Convert raw SVG markup into a CSS-ready data URI. Get both the base64 form and the more compact URL-encoded form, a copy-ready background-image declaration for each, the byte size of each encoding so you can pick the smaller one, and a live preview of your SVG.

SVG to CSS is a free tool that turns raw SVG markup into a CSS-ready data URI so you can embed an icon, pattern, or background image directly in your stylesheet with no extra HTTP request. Paste your SVG and the tool generates two encodings at once: a base64 data URI and a more compact URL-encoded data URI. It writes a copy-ready background-image declaration for each, shows the byte size of both so you can pick the smaller one, and renders a live preview of your SVG. Everything runs in your browser, so your markup never leaves your machine.

What is an SVG data URI in CSS?

A data URI lets you inline an image directly inside CSS instead of linking to a separate file. For SVG it looks like a background-image whose url points at a data:image/svg+xml resource, with the SVG either base64-encoded or percent-encoded right in the value. Inlining an SVG this way removes a network request, which is handy for small icons, decorative patterns, and CSS-only graphics. This tool produces both encodings from your pasted markup and formats them as a background-image rule you can paste straight into a stylesheet.

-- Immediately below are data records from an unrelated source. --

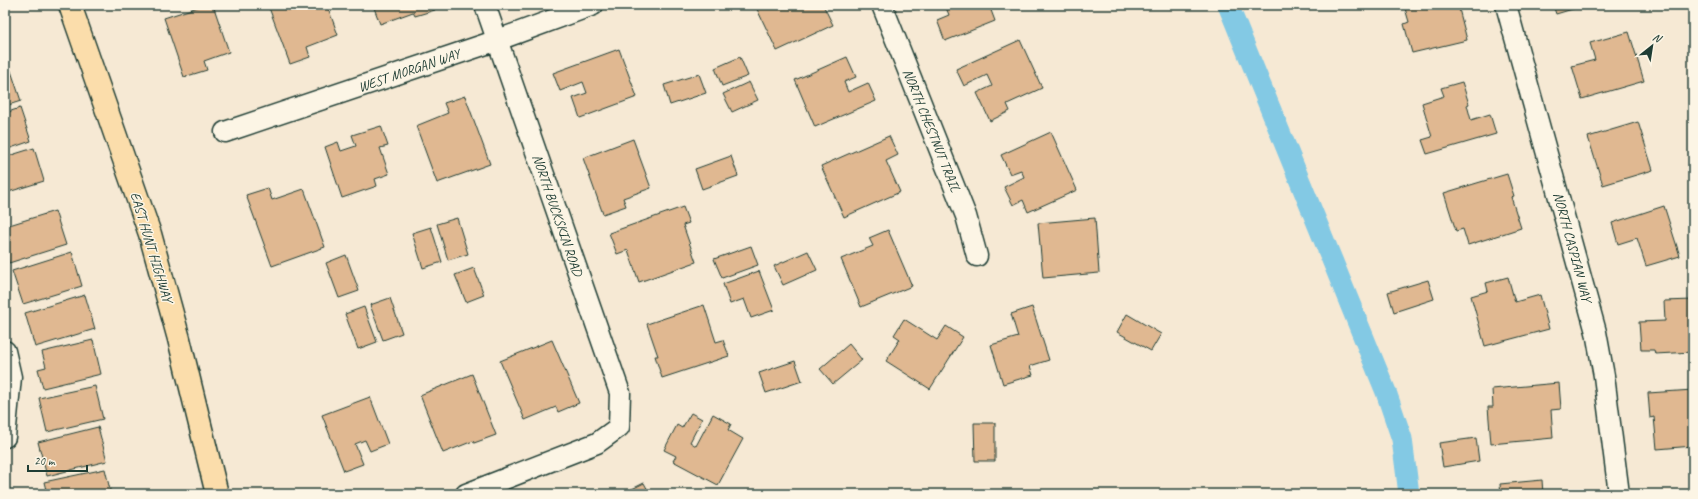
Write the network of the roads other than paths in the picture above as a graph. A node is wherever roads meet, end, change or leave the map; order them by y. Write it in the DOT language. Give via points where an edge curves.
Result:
graph roads {
  1 [pos="70,5"];
  2 [pos="486,5"];
  3 [pos="593,5"];
  4 [pos="882,5"];
  5 [pos="1506,5"];
  6 [pos="498,40"];
  7 [pos="225,132"];
  8 [pos="977,256"];
  9 [pos="5,351"];
  10 [pos="5,436"];
  11 [pos="217,494"];
  12 [pos="466,494"];
  13 [pos="1619,494"];
  1 -- 11 [label="main road, EAST HUNT HIGHWAY" via="150,234 180,339"];
  2 -- 6 [label="street, NORTH BUCKSKIN ROAD"];
  3 -- 6 [label="street, WEST MORGAN WAY"];
  4 -- 8 [label="street, NORTH CHESTNUT TRAIL" via="966,216"];
  5 -- 13 [label="street, NORTH CASPIAN WAY" via="1596,332"];
  6 -- 7 [label="street, WEST MORGAN WAY"];
  6 -- 12 [label="street, NORTH BUCKSKIN ROAD" via="620,393 619,427 597,443"];
  9 -- 10 [label="street" via="10,377"];
}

How to convert SVG to a CSS data URI

Turning your SVG into CSS takes only a few steps:

  1. Paste your raw SVG markup into the input box.
  2. Click Convert to CSS to generate both data URI encodings.
  3. Compare the byte size shown next to each encoding.
  4. Check the live preview to confirm the SVG renders correctly.
  5. Copy the URL-encoded or base64 background-image declaration into your stylesheet.

URL-encoded vs base64: which is smaller?

Base64 always inflates data by roughly a third because it represents every three bytes with four characters. URL encoding only escapes the handful of characters that are unsafe inside a data URI, such as angle brackets, the hash, the percent sign, quotes, and whitespace, leaving the rest of the readable SVG text intact. For typical SVGs the URL-encoded form is noticeably smaller and also stays human-readable. This tool reports the byte size of each so you can simply choose the smaller one, and it picks the lighter encoding for the live preview automatically.

Is converting SVG to CSS safe and private?

Yes. The conversion happens entirely in your browser with JavaScript, so your SVG markup is never uploaded to a server. The live preview is rendered by pointing an image element at the generated data URI, which displays the artwork without executing any script inside the SVG, and all output is shown as plain text. Nothing you paste is stored or transmitted.

Why use this SVG to CSS converter?

  • 100% free with no ads, sign-up, or limits.
  • Generates both base64 and URL-encoded data URIs at once.
  • Outputs a ready-to-paste background-image declaration for each.
  • Shows the byte size of each encoding so you can pick the smaller one.
  • Live preview renders your SVG directly from the data URI.
  • Runs entirely in your browser, so your markup never leaves your device.

Frequently asked questions

Is the SVG to CSS converter free?

Yes. Every tool on ToolsSoup is completely free, with no account, sign-up, or hidden limits.

Should I use the base64 or URL-encoded data URI?

For most SVGs the URL-encoded version is smaller and stays readable, so it is usually the better choice. This tool shows the byte size of both encodings, so you can simply pick whichever is smaller for your specific SVG.

Does the data URI work as a CSS background image?

Yes. The tool wraps the data URI in a background-image declaration that you can paste straight into your stylesheet. Data URI backgrounds are supported in every modern browser.

Is my SVG uploaded anywhere?

No. The conversion and preview run entirely in your browser, so the SVG markup you paste is never sent to or stored on any server.